**WORK INSTRUCTIONS**
Select every line containing the word "roads" from the material, and copy those lines.

**DATASET CONTENT**

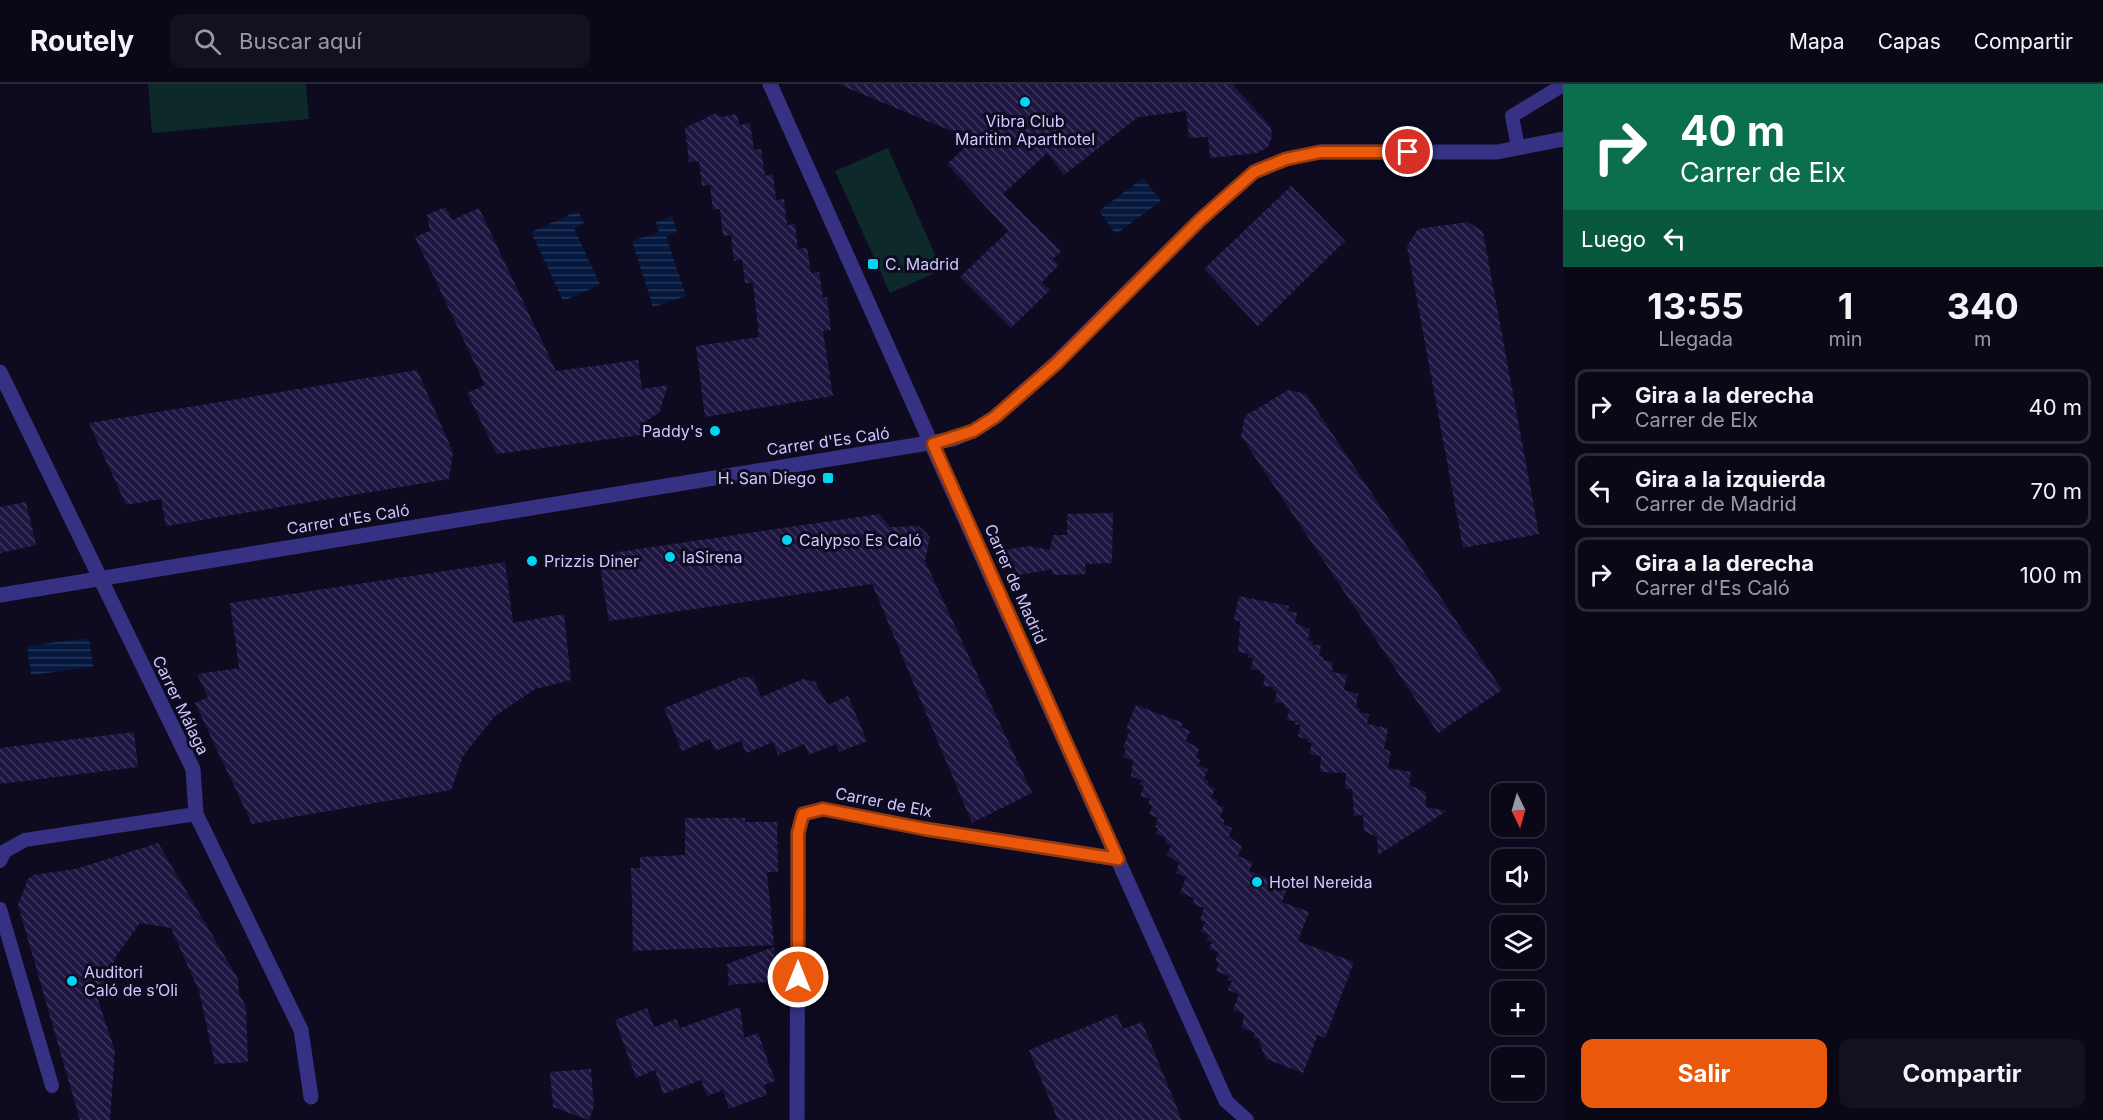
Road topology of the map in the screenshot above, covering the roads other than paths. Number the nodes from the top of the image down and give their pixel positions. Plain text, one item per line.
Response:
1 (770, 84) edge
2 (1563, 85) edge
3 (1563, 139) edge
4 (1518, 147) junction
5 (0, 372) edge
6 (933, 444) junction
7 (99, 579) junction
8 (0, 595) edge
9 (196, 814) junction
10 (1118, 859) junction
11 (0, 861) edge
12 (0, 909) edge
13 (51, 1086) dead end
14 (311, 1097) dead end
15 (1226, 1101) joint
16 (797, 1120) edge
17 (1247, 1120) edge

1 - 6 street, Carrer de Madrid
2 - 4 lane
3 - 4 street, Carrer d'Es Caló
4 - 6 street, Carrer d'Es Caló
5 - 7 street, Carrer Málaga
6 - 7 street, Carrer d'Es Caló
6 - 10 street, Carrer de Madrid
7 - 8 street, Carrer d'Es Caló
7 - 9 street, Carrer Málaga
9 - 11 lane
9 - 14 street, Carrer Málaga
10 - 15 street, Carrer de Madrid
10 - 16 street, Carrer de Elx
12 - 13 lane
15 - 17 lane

...

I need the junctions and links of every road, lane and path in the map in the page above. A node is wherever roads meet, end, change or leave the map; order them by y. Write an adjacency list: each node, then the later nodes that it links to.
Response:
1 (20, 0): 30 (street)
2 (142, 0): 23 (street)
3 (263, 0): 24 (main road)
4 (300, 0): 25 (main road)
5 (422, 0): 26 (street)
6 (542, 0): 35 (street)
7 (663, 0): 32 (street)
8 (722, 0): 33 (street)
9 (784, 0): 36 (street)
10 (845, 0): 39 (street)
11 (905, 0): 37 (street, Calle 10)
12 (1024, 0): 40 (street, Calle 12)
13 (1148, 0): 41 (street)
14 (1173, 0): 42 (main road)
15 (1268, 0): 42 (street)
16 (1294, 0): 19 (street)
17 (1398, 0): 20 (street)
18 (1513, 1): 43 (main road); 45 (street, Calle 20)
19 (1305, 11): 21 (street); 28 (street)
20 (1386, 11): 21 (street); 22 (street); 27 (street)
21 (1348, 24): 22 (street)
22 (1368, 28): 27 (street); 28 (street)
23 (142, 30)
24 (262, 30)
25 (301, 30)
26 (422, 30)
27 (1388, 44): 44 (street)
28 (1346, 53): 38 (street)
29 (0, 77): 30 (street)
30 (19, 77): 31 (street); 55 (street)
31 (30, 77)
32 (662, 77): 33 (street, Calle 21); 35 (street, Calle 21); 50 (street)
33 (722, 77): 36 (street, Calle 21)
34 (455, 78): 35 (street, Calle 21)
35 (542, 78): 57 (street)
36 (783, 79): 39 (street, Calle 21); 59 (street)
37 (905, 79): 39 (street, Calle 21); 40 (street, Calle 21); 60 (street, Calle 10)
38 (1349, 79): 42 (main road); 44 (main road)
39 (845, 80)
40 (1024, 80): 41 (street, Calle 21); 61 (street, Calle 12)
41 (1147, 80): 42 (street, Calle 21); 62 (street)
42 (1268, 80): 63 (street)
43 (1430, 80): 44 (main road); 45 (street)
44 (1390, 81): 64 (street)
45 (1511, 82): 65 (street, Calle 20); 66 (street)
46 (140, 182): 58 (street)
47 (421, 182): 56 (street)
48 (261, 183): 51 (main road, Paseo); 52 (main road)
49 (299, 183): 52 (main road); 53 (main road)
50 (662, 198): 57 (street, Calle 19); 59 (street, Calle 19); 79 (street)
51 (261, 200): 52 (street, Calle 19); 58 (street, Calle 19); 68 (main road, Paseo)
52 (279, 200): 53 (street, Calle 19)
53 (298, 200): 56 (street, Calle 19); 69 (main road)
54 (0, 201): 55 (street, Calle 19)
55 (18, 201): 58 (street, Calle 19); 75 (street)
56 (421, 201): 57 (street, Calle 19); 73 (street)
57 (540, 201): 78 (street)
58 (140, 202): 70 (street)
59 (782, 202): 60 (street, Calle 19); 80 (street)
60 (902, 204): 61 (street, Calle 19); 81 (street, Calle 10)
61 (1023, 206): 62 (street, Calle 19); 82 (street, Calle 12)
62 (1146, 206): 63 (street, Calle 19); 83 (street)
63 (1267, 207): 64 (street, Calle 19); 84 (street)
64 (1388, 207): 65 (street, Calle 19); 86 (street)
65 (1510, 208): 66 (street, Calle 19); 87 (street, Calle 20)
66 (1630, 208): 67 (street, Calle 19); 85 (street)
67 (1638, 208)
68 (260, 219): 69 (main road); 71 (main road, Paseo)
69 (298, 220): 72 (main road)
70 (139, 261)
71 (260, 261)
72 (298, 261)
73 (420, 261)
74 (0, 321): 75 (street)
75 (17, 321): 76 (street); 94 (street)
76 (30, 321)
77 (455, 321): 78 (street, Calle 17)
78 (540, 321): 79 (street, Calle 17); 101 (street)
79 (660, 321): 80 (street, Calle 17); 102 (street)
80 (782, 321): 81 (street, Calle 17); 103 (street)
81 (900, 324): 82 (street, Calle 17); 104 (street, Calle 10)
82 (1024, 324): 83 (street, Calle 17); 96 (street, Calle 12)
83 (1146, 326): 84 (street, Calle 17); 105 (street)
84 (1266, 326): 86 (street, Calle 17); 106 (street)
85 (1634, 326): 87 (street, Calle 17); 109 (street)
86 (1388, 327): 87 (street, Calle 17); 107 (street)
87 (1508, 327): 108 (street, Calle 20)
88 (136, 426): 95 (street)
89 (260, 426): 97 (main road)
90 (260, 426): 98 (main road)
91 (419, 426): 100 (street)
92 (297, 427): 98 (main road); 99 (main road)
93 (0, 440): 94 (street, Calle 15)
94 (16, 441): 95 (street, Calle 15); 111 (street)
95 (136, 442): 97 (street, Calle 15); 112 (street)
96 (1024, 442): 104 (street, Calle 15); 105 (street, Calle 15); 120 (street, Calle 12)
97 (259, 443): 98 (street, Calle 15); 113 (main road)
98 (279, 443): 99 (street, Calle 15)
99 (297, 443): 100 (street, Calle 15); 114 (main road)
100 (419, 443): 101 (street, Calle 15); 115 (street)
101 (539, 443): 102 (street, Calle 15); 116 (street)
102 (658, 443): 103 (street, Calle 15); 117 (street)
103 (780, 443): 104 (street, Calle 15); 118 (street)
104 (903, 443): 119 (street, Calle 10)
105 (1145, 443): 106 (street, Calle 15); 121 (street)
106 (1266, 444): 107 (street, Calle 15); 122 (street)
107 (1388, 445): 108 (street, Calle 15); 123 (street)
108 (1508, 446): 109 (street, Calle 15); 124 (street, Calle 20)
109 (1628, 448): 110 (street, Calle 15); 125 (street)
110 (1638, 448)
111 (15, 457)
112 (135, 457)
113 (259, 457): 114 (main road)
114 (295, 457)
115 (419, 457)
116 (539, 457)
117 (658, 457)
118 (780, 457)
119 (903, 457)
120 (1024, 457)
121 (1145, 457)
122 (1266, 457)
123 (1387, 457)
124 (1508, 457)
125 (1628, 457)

**ANSWER SPACE**
Road topology of the map in the screenshot above, covering the roads other than paths. Number the nodes from the top of the image down and give their pixel positions. Plain text, one item per line.
I need the junctions and links of every road, lane and path in the map in the page above. A node is wherever roads meet, end, change or leave the map; order them by y. Write an adjacency list: each node, then the later nodes that it links to.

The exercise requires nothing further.